··· Input records ···

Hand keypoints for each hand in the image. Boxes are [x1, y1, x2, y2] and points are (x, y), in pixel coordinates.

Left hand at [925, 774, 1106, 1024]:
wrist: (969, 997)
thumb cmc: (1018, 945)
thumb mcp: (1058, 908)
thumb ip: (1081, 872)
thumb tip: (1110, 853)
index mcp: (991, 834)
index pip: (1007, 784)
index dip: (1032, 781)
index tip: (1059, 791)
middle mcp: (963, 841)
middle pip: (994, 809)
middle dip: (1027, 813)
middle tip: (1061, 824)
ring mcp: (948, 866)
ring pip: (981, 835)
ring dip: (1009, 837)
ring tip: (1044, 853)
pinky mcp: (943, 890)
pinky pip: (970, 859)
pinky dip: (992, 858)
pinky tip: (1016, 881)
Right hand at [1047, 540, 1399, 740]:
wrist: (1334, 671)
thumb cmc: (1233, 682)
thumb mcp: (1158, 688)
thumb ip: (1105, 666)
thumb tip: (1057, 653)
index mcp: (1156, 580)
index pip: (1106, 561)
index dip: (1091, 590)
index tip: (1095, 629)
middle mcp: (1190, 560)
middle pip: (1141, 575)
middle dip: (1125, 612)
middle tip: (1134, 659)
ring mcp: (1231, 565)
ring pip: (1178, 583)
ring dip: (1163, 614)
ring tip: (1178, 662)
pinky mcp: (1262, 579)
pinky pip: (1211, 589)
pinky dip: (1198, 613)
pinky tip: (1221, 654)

···

Work item>
Scan the listing for "pinky" and copy out each line that has it.

Exercise output>
pinky mcp: (943, 890)
pinky pip: (970, 859)
pinky dip: (992, 858)
pinky tip: (1016, 881)
pinky mcp: (1262, 579)
pinky pip: (1211, 589)
pinky dip: (1198, 613)
pinky tip: (1221, 654)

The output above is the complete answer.